The DVD also includes a still-frame reconstruction of Sergei Eisenstein's 1937 lost film BEZHIN MEADOW, a film about an allegorical struggle between the "old" and the "young". The video quality is much better here, but still isn't as sharp and clean as the edition included in Criterion's EISENSTEIN: THE SOUND YEARS DVD set. (The Criterion disc even includes a few extras such as production photos and articles on BEZHIN MEADOW, while the Image disc has none.) Image's EARTH (and Criterion's EISENSTEIN: THE SOUND YEARS, for that matter) is an all-region DVD. **6/5/10 EDIT:** Just want to add my review of the new 2010 DVD edition released by Mr.

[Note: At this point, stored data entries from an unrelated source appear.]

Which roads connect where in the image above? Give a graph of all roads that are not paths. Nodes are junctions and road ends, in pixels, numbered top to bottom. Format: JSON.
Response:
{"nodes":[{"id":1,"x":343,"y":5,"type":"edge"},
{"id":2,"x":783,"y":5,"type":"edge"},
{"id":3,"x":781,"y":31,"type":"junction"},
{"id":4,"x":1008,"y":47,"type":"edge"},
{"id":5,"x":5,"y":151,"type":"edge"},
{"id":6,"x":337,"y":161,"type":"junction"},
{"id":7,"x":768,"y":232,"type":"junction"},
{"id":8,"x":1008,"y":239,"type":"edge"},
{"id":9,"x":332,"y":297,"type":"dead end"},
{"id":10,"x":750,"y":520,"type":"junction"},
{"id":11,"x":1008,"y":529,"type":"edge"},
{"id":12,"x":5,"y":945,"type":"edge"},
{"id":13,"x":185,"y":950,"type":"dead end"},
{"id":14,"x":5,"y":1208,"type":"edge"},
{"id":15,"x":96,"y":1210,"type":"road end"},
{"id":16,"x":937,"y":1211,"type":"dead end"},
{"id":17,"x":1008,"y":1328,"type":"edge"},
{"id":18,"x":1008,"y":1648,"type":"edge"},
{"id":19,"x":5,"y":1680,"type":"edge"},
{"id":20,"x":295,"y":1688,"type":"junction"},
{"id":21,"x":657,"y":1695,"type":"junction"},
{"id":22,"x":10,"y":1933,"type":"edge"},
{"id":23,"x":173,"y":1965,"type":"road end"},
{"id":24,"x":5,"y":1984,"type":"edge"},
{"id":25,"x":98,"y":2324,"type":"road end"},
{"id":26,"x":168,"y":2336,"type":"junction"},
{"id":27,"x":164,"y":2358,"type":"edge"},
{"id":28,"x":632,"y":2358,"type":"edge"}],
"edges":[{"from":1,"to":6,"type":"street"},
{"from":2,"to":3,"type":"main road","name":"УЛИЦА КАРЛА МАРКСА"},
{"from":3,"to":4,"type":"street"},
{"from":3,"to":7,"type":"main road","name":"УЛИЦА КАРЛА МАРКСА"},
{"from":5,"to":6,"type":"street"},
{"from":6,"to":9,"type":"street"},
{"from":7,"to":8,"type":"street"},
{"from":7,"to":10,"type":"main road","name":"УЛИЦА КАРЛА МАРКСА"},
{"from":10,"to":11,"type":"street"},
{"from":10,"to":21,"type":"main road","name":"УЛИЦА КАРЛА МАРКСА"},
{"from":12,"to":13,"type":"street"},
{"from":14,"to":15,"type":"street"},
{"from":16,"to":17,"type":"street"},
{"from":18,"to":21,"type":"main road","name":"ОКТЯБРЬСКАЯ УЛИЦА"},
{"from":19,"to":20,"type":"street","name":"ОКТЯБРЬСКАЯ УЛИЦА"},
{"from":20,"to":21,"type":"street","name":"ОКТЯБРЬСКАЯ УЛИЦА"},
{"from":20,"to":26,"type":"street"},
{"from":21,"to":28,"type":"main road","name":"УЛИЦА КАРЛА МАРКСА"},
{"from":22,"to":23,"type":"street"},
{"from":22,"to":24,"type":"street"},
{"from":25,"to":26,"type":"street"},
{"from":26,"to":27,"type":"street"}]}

Bongo Film of UK. This is without a doubt the best-looking edition of EARTH to date. There are still many visible damages on the print, but it excels over the '97 Image edition in sharpness, contrast, and brightness, while also showing more picture on all four sides of the screen. It restores the original Russian intertitles (supported by optional English subtitles), as opposed to the redone English intertitles used on the Image disc. The differences in intertitle usages and possibly a change in projection speed may also explain why this UK disc runs 77 minutes instead of just 70 minutes on the Image disc. The UK disc is all-region, but in PAL, of course, so US customers would need DVD players that can do PAL-to-NTSC conversion. The UK disc also has better audio quality, with a new score by Alexander Popov recorded in crisp LPCM stereo, as opposed to the crummy-sounding audio on the Image disc that does not do justice to the excellent orchestral score by Stephen P. Hill. This being a UK DVD, you can also order it at Amazon UK.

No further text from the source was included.